The following cell trains the ANN. If the previous cell worked, you should see some plots appearing in the window above showing the learning history.

In [None]:
from keras.callbacks import EarlyStopping
from keras.callbacks import ModelCheckpoint
from keras.callbacks import TensorBoard
from keras.models import Sequential
from keras.layers.core import Dense, Dropout, Activation, Flatten
from keras.layers.normalization import  BatchNormalization
from keras.layers.convolutional import Convolution2D, MaxPooling2D

pathout='morphology/models/ann' #output folder to store the results
model_name = '/ann1'  #name of the final model which is saved in pathout


# this is to delete ALL previous runs.
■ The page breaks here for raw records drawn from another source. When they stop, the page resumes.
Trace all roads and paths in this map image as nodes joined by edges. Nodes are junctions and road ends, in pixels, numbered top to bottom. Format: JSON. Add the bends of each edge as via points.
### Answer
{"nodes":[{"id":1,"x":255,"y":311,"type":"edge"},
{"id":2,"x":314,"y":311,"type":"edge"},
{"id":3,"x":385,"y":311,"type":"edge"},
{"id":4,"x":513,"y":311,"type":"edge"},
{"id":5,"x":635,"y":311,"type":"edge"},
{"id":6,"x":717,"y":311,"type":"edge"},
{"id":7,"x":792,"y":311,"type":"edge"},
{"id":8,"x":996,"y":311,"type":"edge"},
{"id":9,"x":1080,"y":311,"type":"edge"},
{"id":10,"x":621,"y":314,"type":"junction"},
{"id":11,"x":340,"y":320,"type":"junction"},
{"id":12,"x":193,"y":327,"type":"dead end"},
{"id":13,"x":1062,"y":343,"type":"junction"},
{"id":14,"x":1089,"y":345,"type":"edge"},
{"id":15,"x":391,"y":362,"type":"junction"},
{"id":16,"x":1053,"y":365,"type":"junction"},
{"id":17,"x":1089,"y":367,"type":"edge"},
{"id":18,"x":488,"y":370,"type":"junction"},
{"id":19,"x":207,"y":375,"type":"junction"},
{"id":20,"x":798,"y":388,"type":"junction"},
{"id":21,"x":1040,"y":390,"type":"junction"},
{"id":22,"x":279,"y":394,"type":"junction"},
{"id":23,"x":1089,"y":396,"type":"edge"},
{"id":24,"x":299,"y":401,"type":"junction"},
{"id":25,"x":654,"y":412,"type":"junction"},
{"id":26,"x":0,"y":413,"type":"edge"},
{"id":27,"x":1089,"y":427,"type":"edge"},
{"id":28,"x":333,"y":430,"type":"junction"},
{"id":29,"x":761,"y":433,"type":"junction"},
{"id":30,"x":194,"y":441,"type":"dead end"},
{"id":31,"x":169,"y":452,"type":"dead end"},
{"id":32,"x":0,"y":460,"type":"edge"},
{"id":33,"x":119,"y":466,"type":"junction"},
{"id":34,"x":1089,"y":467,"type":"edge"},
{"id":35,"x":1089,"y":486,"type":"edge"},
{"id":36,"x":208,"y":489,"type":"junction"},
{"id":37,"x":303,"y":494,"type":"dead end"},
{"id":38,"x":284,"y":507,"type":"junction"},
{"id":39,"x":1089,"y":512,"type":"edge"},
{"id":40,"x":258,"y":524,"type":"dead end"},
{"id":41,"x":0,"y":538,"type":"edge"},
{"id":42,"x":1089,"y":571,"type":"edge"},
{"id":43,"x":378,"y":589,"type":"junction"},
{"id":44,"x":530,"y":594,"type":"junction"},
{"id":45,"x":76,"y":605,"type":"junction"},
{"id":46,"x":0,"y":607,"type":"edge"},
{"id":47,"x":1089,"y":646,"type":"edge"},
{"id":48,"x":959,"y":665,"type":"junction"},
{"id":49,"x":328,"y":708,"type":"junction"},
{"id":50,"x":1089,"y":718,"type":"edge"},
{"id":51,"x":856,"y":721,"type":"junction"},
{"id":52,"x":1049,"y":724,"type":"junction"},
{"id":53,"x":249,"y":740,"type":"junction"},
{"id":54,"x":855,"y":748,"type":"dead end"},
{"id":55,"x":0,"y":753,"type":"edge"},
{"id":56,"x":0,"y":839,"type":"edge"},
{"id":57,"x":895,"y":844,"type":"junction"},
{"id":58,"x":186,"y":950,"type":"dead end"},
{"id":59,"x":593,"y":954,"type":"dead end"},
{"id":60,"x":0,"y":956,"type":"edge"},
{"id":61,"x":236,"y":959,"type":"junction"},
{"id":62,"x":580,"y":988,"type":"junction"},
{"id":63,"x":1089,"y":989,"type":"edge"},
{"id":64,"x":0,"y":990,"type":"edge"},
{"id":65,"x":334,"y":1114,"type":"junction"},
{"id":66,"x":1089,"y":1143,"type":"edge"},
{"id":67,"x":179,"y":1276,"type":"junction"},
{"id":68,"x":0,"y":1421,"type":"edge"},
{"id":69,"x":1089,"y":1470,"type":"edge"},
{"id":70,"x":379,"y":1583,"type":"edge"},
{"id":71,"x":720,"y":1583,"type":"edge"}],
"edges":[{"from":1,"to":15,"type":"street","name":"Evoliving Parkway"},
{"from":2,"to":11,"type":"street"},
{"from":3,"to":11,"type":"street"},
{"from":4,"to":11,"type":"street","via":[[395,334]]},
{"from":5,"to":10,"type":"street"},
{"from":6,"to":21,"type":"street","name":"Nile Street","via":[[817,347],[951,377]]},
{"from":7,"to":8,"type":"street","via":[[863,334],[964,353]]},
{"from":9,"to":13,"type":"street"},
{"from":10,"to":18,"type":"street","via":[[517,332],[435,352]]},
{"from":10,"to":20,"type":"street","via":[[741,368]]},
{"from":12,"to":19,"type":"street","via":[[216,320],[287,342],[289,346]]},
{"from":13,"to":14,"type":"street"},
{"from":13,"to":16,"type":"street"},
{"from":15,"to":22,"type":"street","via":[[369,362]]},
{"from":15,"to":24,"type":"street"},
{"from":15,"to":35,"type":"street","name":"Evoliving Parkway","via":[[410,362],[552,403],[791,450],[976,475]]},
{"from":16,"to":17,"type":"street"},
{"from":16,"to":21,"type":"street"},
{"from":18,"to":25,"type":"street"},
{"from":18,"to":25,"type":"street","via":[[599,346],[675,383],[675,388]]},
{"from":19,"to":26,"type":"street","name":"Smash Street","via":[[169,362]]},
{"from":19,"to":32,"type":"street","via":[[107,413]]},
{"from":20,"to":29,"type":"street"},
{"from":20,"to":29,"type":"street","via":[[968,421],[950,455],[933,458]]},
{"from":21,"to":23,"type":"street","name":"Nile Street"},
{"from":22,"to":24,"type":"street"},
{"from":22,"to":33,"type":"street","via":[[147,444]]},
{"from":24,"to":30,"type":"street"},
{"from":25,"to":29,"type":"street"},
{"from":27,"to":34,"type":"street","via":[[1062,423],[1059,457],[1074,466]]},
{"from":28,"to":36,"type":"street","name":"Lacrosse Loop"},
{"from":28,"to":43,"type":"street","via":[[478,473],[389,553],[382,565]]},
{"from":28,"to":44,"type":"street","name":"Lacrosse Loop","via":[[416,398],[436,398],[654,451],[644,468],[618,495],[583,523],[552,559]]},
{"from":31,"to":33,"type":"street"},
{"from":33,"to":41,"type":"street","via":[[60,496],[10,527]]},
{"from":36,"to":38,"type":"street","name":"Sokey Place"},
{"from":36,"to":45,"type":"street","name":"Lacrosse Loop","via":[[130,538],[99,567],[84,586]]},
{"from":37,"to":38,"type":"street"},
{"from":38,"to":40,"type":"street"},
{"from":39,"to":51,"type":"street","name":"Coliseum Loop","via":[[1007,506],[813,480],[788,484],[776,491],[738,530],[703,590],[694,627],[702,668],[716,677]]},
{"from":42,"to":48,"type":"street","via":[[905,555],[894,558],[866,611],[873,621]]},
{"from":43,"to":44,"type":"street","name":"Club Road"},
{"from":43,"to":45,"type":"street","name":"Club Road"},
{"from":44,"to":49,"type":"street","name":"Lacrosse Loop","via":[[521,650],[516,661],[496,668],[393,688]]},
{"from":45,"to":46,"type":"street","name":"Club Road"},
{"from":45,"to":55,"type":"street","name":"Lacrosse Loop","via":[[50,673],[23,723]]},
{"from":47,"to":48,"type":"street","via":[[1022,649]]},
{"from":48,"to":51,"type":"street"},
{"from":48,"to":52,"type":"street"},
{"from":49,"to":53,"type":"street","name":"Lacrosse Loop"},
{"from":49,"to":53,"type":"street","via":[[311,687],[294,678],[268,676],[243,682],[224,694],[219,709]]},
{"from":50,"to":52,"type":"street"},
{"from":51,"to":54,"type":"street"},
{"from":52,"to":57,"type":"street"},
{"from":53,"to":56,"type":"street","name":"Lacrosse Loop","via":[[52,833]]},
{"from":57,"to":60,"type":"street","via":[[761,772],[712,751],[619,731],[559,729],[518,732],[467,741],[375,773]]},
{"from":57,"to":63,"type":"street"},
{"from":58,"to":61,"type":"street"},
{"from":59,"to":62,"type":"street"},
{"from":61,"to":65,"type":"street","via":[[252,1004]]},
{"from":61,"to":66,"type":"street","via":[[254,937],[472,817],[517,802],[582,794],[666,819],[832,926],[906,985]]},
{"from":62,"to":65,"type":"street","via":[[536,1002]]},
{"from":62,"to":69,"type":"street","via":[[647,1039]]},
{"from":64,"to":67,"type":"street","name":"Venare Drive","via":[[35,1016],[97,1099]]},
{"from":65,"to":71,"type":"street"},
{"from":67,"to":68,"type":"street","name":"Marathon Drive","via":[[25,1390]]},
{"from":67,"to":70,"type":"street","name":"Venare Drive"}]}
Only set to True if you want to remove them.
RESET=True
if RESET:
  print("deleting")
  os.system("rm -r "+pathout)

# some hyperparamters to be changed
nb_epoch=50
batch_size=50

#Define callbacks to avoid more iterations once convergence
patience_par=10
#earlystopping = EarlyStopping(monitor='val_loss',patience = patience_par,verbose=0,mode='auto' )
#modelcheckpoint = ModelCheckpoint(pathout+model_name+"_best.hd5",monitor='val_loss',verbose=0,save_best_only=True)
tensorboard = TensorBoard(log_dir=pathout)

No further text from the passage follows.